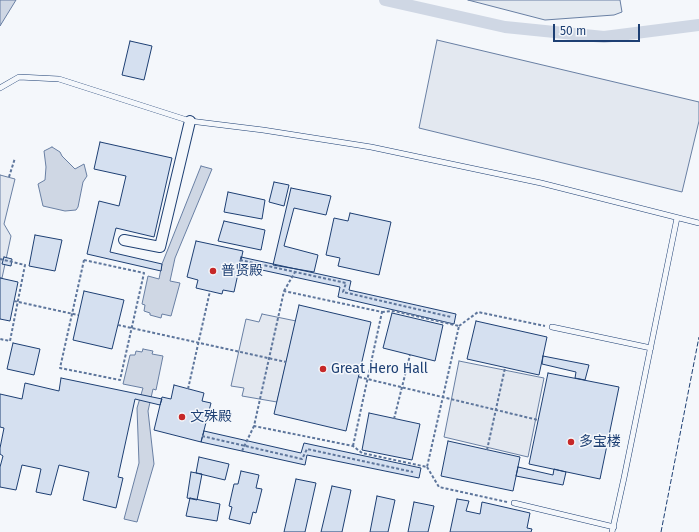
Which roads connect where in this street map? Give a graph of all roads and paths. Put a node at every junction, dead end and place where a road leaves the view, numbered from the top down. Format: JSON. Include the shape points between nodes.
{"nodes":[{"id":1,"x":0,"y":88,"type":"edge"},
{"id":2,"x":190,"y":120,"type":"junction"},
{"id":3,"x":15,"y":158,"type":"dead end"},
{"id":4,"x":9,"y":177,"type":"dead end"},
{"id":5,"x":677,"y":218,"type":"junction"},
{"id":6,"x":699,"y":223,"type":"edge"},
{"id":7,"x":124,"y":240,"type":"dead end"},
{"id":8,"x":0,"y":259,"type":"edge"},
{"id":9,"x":240,"y":260,"type":"dead end"},
{"id":10,"x":295,"y":272,"type":"junction"},
{"id":11,"x":284,"y":291,"type":"junction"},
{"id":12,"x":210,"y":292,"type":"dead end"},
{"id":13,"x":14,"y":301,"type":"dead end"},
{"id":14,"x":18,"y":302,"type":"junction"},
{"id":15,"x":382,"y":312,"type":"junction"},
{"id":16,"x":72,"y":314,"type":"junction"},
{"id":17,"x":78,"y":316,"type":"dead end"},
{"id":18,"x":451,"y":317,"type":"dead end"},
{"id":19,"x":118,"y":325,"type":"dead end"},
{"id":20,"x":459,"y":326,"type":"junction"},
{"id":21,"x":132,"y":328,"type":"junction"},
{"id":22,"x":552,"y":328,"type":"joint"},
{"id":23,"x":0,"y":339,"type":"edge"},
{"id":24,"x":198,"y":342,"type":"junction"},
{"id":25,"x":651,"y":348,"type":"junction"},
{"id":26,"x":410,"y":355,"type":"dead end"},
{"id":27,"x":269,"y":358,"type":"junction"},
{"id":28,"x":286,"y":362,"type":"dead end"},
{"id":29,"x":505,"y":368,"type":"dead end"},
{"id":30,"x":359,"y":377,"type":"dead end"},
{"id":31,"x":367,"y":379,"type":"junction"},
{"id":32,"x":402,"y":387,"type":"junction"},
{"id":33,"x":188,"y":389,"type":"dead end"},
{"id":34,"x":443,"y":397,"type":"junction"},
{"id":35,"x":496,"y":410,"type":"junction"},
{"id":36,"x":394,"y":419,"type":"dead end"},
{"id":37,"x":538,"y":420,"type":"dead end"},
{"id":38,"x":254,"y":426,"type":"junction"},
{"id":39,"x":202,"y":436,"type":"dead end"},
{"id":40,"x":245,"y":446,"type":"junction"},
{"id":41,"x":353,"y":446,"type":"junction"},
{"id":42,"x":487,"y":450,"type":"dead end"},
{"id":43,"x":242,"y":451,"type":"dead end"},
{"id":44,"x":427,"y":467,"type":"junction"},
{"id":45,"x":413,"y":472,"type":"dead end"},
{"id":46,"x":514,"y":503,"type":"joint"},
{"id":47,"x":613,"y":529,"type":"edge"}],
"edges":[{"from":1,"to":2,"type":"lane","via":[[19,76],[59,79]]},
{"from":2,"to":5,"type":"lane","via":[[370,147],[541,183]]},
{"from":2,"to":7,"type":"street","via":[[160,247]]},
{"from":3,"to":4,"type":"path"},
{"from":5,"to":6,"type":"lane"},
{"from":5,"to":25,"type":"lane"},
{"from":8,"to":14,"type":"path","via":[[26,265]]},
{"from":9,"to":10,"type":"path"},
{"from":10,"to":11,"type":"path"},
{"from":10,"to":18,"type":"path","via":[[346,283],[343,292]]},
{"from":11,"to":15,"type":"path"},
{"from":11,"to":27,"type":"path"},
{"from":12,"to":24,"type":"path"},
{"from":13,"to":14,"type":"path"},
{"from":14,"to":16,"type":"path"},
{"from":14,"to":23,"type":"path","via":[[10,341]]},
{"from":15,"to":20,"type":"path","via":[[394,311]]},
{"from":15,"to":31,"type":"path"},
{"from":16,"to":17,"type":"path"},
{"from":16,"to":21,"type":"path","via":[[60,368],[120,380]]},
{"from":16,"to":21,"type":"path","via":[[84,260],[144,273]]},
{"from":19,"to":21,"type":"path"},
{"from":20,"to":22,"type":"path","via":[[478,312]]},
{"from":20,"to":34,"type":"path"},
{"from":21,"to":24,"type":"path"},
{"from":22,"to":25,"type":"lane"},
{"from":24,"to":27,"type":"path"},
{"from":24,"to":33,"type":"path"},
{"from":25,"to":47,"type":"lane"},
{"from":26,"to":32,"type":"path"},
{"from":27,"to":28,"type":"path"},
{"from":27,"to":38,"type":"path"},
{"from":29,"to":35,"type":"path"},
{"from":30,"to":31,"type":"path"},
{"from":31,"to":32,"type":"path"},
{"from":31,"to":41,"type":"path"},
{"from":32,"to":34,"type":"path"},
{"from":32,"to":36,"type":"path"},
{"from":34,"to":35,"type":"path"},
{"from":34,"to":44,"type":"path"},
{"from":35,"to":37,"type":"path"},
{"from":35,"to":42,"type":"path"},
{"from":38,"to":40,"type":"path"},
{"from":38,"to":41,"type":"path"},
{"from":39,"to":40,"type":"path"},
{"from":40,"to":43,"type":"path"},
{"from":40,"to":45,"type":"path","via":[[302,459],[307,449]]},
{"from":41,"to":44,"type":"path","via":[[362,453]]},
{"from":44,"to":46,"type":"path","via":[[439,486]]},
{"from":46,"to":47,"type":"lane"}]}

→ **Task to complete**: Would you please repeat each record exactly? Leave the pictures out.

→ **Response for this exercise**:
Which roads connect where in this street map? Give a graph of all roads and paths. Put a node at every junction, dead end and place where a road leaves the view, numbered from the top down. Format: JSON. Include the shape points between nodes.
{"nodes":[{"id":1,"x":0,"y":88,"type":"edge"},
{"id":2,"x":190,"y":120,"type":"junction"},
{"id":3,"x":15,"y":158,"type":"dead end"},
{"id":4,"x":9,"y":177,"type":"dead end"},
{"id":5,"x":677,"y":218,"type":"junction"},
{"id":6,"x":699,"y":223,"type":"edge"},
{"id":7,"x":124,"y":240,"type":"dead end"},
{"id":8,"x":0,"y":259,"type":"edge"},
{"id":9,"x":240,"y":260,"type":"dead end"},
{"id":10,"x":295,"y":272,"type":"junction"},
{"id":11,"x":284,"y":291,"type":"junction"},
{"id":12,"x":210,"y":292,"type":"dead end"},
{"id":13,"x":14,"y":301,"type":"dead end"},
{"id":14,"x":18,"y":302,"type":"junction"},
{"id":15,"x":382,"y":312,"type":"junction"},
{"id":16,"x":72,"y":314,"type":"junction"},
{"id":17,"x":78,"y":316,"type":"dead end"},
{"id":18,"x":451,"y":317,"type":"dead end"},
{"id":19,"x":118,"y":325,"type":"dead end"},
{"id":20,"x":459,"y":326,"type":"junction"},
{"id":21,"x":132,"y":328,"type":"junction"},
{"id":22,"x":552,"y":328,"type":"joint"},
{"id":23,"x":0,"y":339,"type":"edge"},
{"id":24,"x":198,"y":342,"type":"junction"},
{"id":25,"x":651,"y":348,"type":"junction"},
{"id":26,"x":410,"y":355,"type":"dead end"},
{"id":27,"x":269,"y":358,"type":"junction"},
{"id":28,"x":286,"y":362,"type":"dead end"},
{"id":29,"x":505,"y":368,"type":"dead end"},
{"id":30,"x":359,"y":377,"type":"dead end"},
{"id":31,"x":367,"y":379,"type":"junction"},
{"id":32,"x":402,"y":387,"type":"junction"},
{"id":33,"x":188,"y":389,"type":"dead end"},
{"id":34,"x":443,"y":397,"type":"junction"},
{"id":35,"x":496,"y":410,"type":"junction"},
{"id":36,"x":394,"y":419,"type":"dead end"},
{"id":37,"x":538,"y":420,"type":"dead end"},
{"id":38,"x":254,"y":426,"type":"junction"},
{"id":39,"x":202,"y":436,"type":"dead end"},
{"id":40,"x":245,"y":446,"type":"junction"},
{"id":41,"x":353,"y":446,"type":"junction"},
{"id":42,"x":487,"y":450,"type":"dead end"},
{"id":43,"x":242,"y":451,"type":"dead end"},
{"id":44,"x":427,"y":467,"type":"junction"},
{"id":45,"x":413,"y":472,"type":"dead end"},
{"id":46,"x":514,"y":503,"type":"joint"},
{"id":47,"x":613,"y":529,"type":"edge"}],
"edges":[{"from":1,"to":2,"type":"lane","via":[[19,76],[59,79]]},
{"from":2,"to":5,"type":"lane","via":[[370,147],[541,183]]},
{"from":2,"to":7,"type":"street","via":[[160,247]]},
{"from":3,"to":4,"type":"path"},
{"from":5,"to":6,"type":"lane"},
{"from":5,"to":25,"type":"lane"},
{"from":8,"to":14,"type":"path","via":[[26,265]]},
{"from":9,"to":10,"type":"path"},
{"from":10,"to":11,"type":"path"},
{"from":10,"to":18,"type":"path","via":[[346,283],[343,292]]},
{"from":11,"to":15,"type":"path"},
{"from":11,"to":27,"type":"path"},
{"from":12,"to":24,"type":"path"},
{"from":13,"to":14,"type":"path"},
{"from":14,"to":16,"type":"path"},
{"from":14,"to":23,"type":"path","via":[[10,341]]},
{"from":15,"to":20,"type":"path","via":[[394,311]]},
{"from":15,"to":31,"type":"path"},
{"from":16,"to":17,"type":"path"},
{"from":16,"to":21,"type":"path","via":[[60,368],[120,380]]},
{"from":16,"to":21,"type":"path","via":[[84,260],[144,273]]},
{"from":19,"to":21,"type":"path"},
{"from":20,"to":22,"type":"path","via":[[478,312]]},
{"from":20,"to":34,"type":"path"},
{"from":21,"to":24,"type":"path"},
{"from":22,"to":25,"type":"lane"},
{"from":24,"to":27,"type":"path"},
{"from":24,"to":33,"type":"path"},
{"from":25,"to":47,"type":"lane"},
{"from":26,"to":32,"type":"path"},
{"from":27,"to":28,"type":"path"},
{"from":27,"to":38,"type":"path"},
{"from":29,"to":35,"type":"path"},
{"from":30,"to":31,"type":"path"},
{"from":31,"to":32,"type":"path"},
{"from":31,"to":41,"type":"path"},
{"from":32,"to":34,"type":"path"},
{"from":32,"to":36,"type":"path"},
{"from":34,"to":35,"type":"path"},
{"from":34,"to":44,"type":"path"},
{"from":35,"to":37,"type":"path"},
{"from":35,"to":42,"type":"path"},
{"from":38,"to":40,"type":"path"},
{"from":38,"to":41,"type":"path"},
{"from":39,"to":40,"type":"path"},
{"from":40,"to":43,"type":"path"},
{"from":40,"to":45,"type":"path","via":[[302,459],[307,449]]},
{"from":41,"to":44,"type":"path","via":[[362,453]]},
{"from":44,"to":46,"type":"path","via":[[439,486]]},
{"from":46,"to":47,"type":"lane"}]}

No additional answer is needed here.